When did we forget to look each other in the eye?
Wall Street Journal writer Sue Shellenbarger has some theories. In her recent piece about the decline of eye contact, she points to:
- Multitasking with mobile devices. Ever try to have a conversation with someone while tapping out a text message on your iPhone? It’s extremely difficult to pull off without unnerving your conversation partner with your awkward downward glances and darting eyes.
- Fewer face-to-face work environments. The Internet has created an upswing in home-based and other remote work, accustoming more and more people to talking without making eye contact. Instant messaging, Skype chats, and email dominate over person-to-person interactions in the workplace.
Our modernized social habits (Facebook chats, anyone?) and technological dependencies have clearly influenced how we interact with other people in the ‘real world’ today– but that doesn’t mean we should write off eye contact as an outdated form of expression.
In fact, the amount of eye contact you use during a job interview still speaks volumes – too much eye contact is often perceived as aggressive or creepy, and too little hurts your chances of appearing trustworthy and knowledgeable.
As business etiquette expert Lahle Wolfe says, “making eye contact is not only seen as appropriate, but is necessary in establishing yourself as a powerful business professional.”
Failure to make eye contact during an interview is “a common nonverbal mistake,” according to 67% of employers surveyed for this Come Recommended infographic.

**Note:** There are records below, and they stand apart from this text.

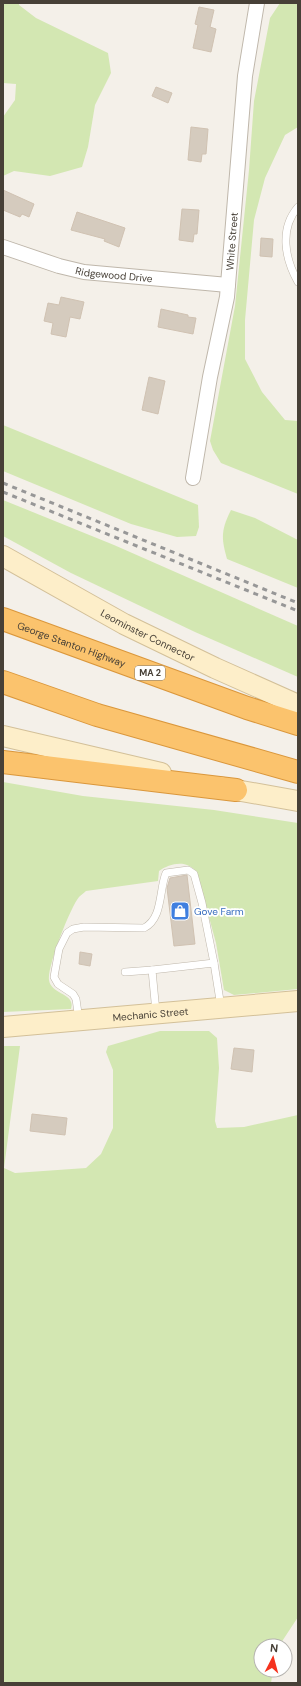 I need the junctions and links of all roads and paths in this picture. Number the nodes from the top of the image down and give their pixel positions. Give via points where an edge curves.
1 (257, 3) edge
2 (298, 207) edge
3 (3, 248) edge
4 (298, 282) edge
5 (228, 285) junction
6 (193, 478) dead end
7 (3, 556) edge
8 (3, 619) edge
9 (3, 682) edge
10 (298, 704) edge
11 (298, 724) edge
12 (3, 736) edge
13 (3, 762) edge
14 (298, 772) edge
15 (236, 790) junction
16 (298, 801) edge
17 (214, 963) junction
18 (152, 970) junction
19 (125, 972) dead end
20 (298, 1002) edge
21 (221, 1008) junction
22 (156, 1014) junction
23 (80, 1020) junction
24 (3, 1027) edge

1 - 5 street, White Street via 244,90
2 - 4 lane via 289,219 286,243 287,257
3 - 5 street, Ridgewood Drive via 84,272
5 - 6 street, White Street
7 - 10 main road, Leominster Connector via 124,624
8 - 11 highway, George Stanton Highway / MA 2 via 247,708
9 - 14 highway via 119,721
12 - 15 main road
13 - 15 highway
15 - 16 main road
17 - 18 lane
17 - 21 lane
17 - 23 lane via 194,874 188,870 166,873 157,909 147,927 84,927 73,929 64,938 54,977 58,984 73,994
18 - 19 lane
18 - 22 lane
20 - 21 main road, Mechanic Street
21 - 22 main road, Mechanic Street
22 - 23 main road, Mechanic Street
23 - 24 main road, Mechanic Street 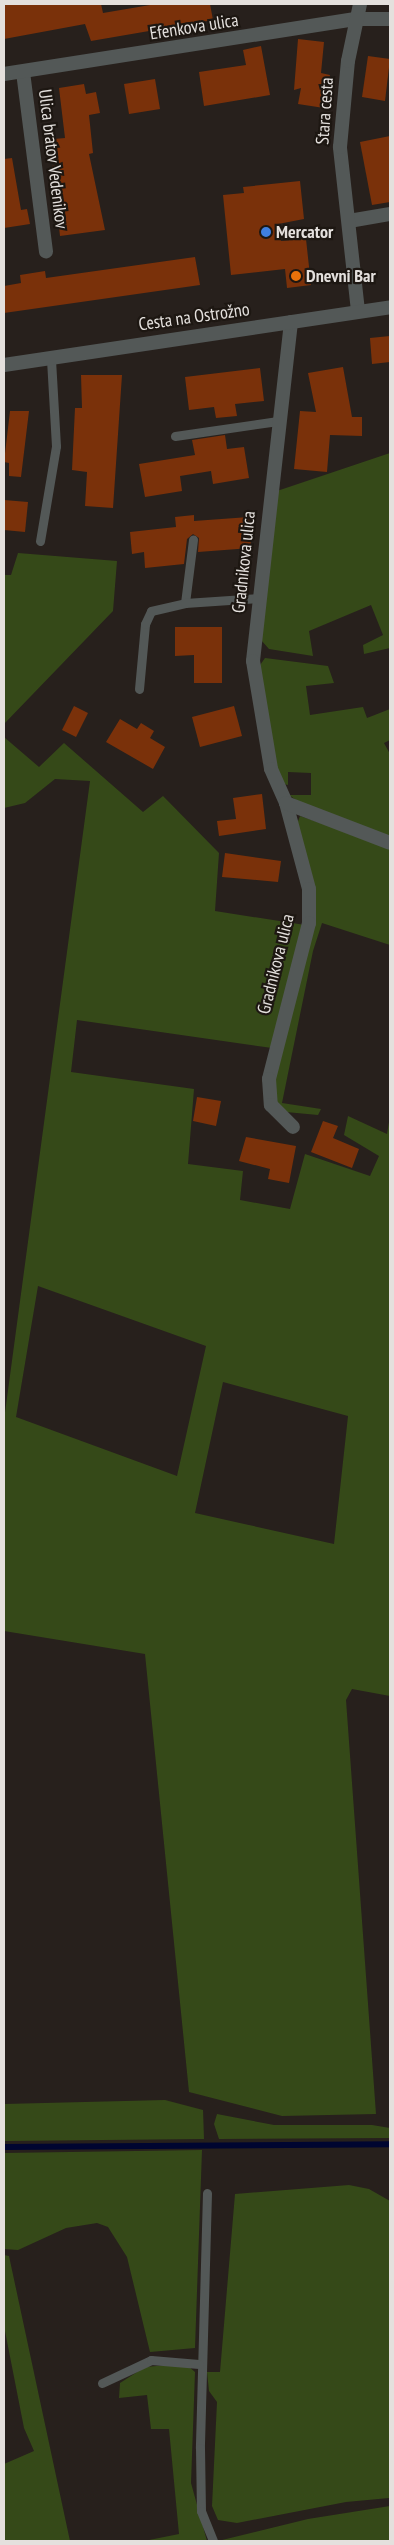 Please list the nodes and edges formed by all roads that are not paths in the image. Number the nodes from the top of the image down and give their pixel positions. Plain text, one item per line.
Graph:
1 (360, 4) edge
2 (390, 18) edge
3 (357, 19) junction
4 (23, 72) junction
5 (4, 74) edge
6 (390, 214) edge
7 (349, 221) junction
8 (46, 252) dead end
9 (390, 307) edge
10 (358, 311) junction
11 (291, 322) junction
12 (51, 358) junction
13 (4, 365) edge
14 (278, 421) junction
15 (175, 436) dead end
16 (193, 540) dead end
17 (40, 541) dead end
18 (259, 598) junction
19 (185, 603) junction
20 (139, 689) dead end
21 (286, 802) junction
22 (390, 843) edge
23 (293, 1127) dead end
24 (207, 2193) dead end
25 (199, 2364) junction
26 (102, 2383) dead end
27 (213, 2541) edge

1 - 3 street, Stara cesta
2 - 3 street, Efenkova ulica
3 - 4 street, Efenkova ulica
3 - 7 street, Stara cesta
4 - 5 street, Efenkova ulica
4 - 8 street, Ulica bratov Vedenikov
6 - 7 street
7 - 10 street, Stara cesta
9 - 10 street, Cesta na Ostrožno
10 - 11 street, Cesta na Ostrožno
11 - 12 street, Cesta na Ostrožno
11 - 14 street, Gradnikova ulica
12 - 13 street, Cesta na Ostrožno
12 - 17 lane
14 - 15 lane
14 - 18 street, Gradnikova ulica
16 - 19 lane
18 - 19 lane
18 - 21 street, Gradnikova ulica
19 - 20 lane
21 - 22 street
21 - 23 street, Gradnikova ulica
24 - 25 lane
25 - 26 lane
25 - 27 lane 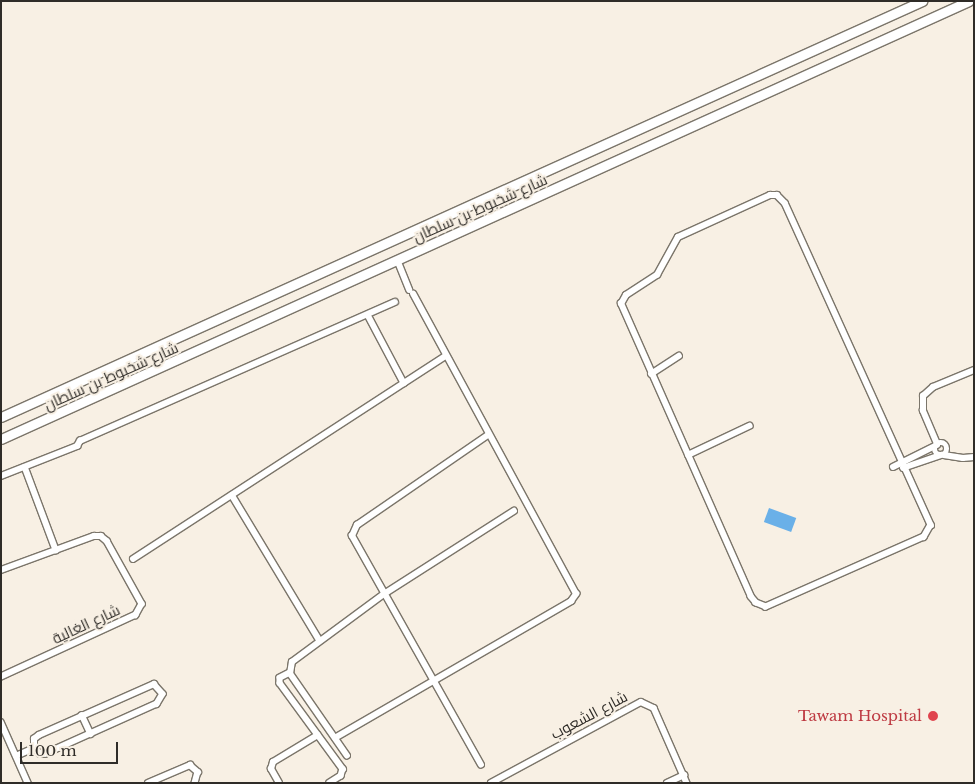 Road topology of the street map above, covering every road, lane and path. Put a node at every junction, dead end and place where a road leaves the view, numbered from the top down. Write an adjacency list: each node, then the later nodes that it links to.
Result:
1 (922, 1): 11 (main road, شارع شخبوط بن سلطان)
2 (969, 1): 3 (main road, شارع شخبوط بن سلطان)
3 (398, 261): 6 (street); 14 (main road, شارع شخبوط بن سلطان)
4 (395, 302): 5 (street)
5 (368, 314): 10 (street); 20 (street)
6 (446, 356): 10 (street); 13 (street)
7 (679, 356): 9 (street)
8 (974, 370): 15 (street)
9 (651, 374): 17 (street); 19 (street)
10 (404, 383): 23 (street)
11 (1, 417)
12 (749, 426): 17 (street)
13 (488, 435): 28 (street); 32 (street)
14 (1, 439)
15 (939, 444): 16 (street); 16 (street); 19 (street)
16 (944, 453): 18 (street); 19 (street)
17 (688, 455): 19 (street)
18 (974, 456)
19 (905, 465): 21 (street)
20 (25, 467): 22 (street); 25 (street)
21 (893, 469)
22 (1, 476)
23 (232, 494): 26 (street); 29 (street)
24 (514, 511): 28 (street)
25 (56, 550): 27 (street, شارع الغالية); 31 (street, شارع الغالية)
26 (132, 559)
27 (1, 570)
28 (384, 594): 29 (street); 32 (street)
29 (320, 641): 30 (street)
30 (290, 672): 36 (street); 37 (street)
31 (1, 677)
32 (433, 681): 37 (street); 41 (street)
33 (82, 715): 35 (street); 35 (street); 38 (street)
34 (1, 722): 39 (street)
35 (91, 734): 38 (street)
36 (318, 735): 46 (street); 47 (street)
37 (334, 738): 40 (street)
38 (34, 748): 39 (street)
39 (16, 756): 43 (street)
40 (347, 756)
41 (481, 765)
42 (684, 775): 48 (street, شارع الشعوب); 49 (street); 50 (street, شارع الشعوب)
43 (28, 783)
44 (148, 783): 45 (street)
45 (195, 783)
46 (279, 783)
47 (330, 783)
48 (491, 783)
49 (667, 783)
50 (687, 783)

A mistake that could cost you the job.
So let’s step away from the smart phone and get back to basics of eye contact so you can walk into any job interview and own it.
How To Use Eye Contact With Confidence
1. Know when it’s OK to look away
It’s eye contact, not a staring contest! Hold it for 7 to 10 seconds in a one-on-one conversation, and 3 to 5 seconds in a group setting to make a memorable impact.
2. Practice on your way to the grocery store
As you walk down the street, practice brief eye contact with strangers to get yourself comfortable with face-to-face encounters. The smiling reactions from passersby may surprise you.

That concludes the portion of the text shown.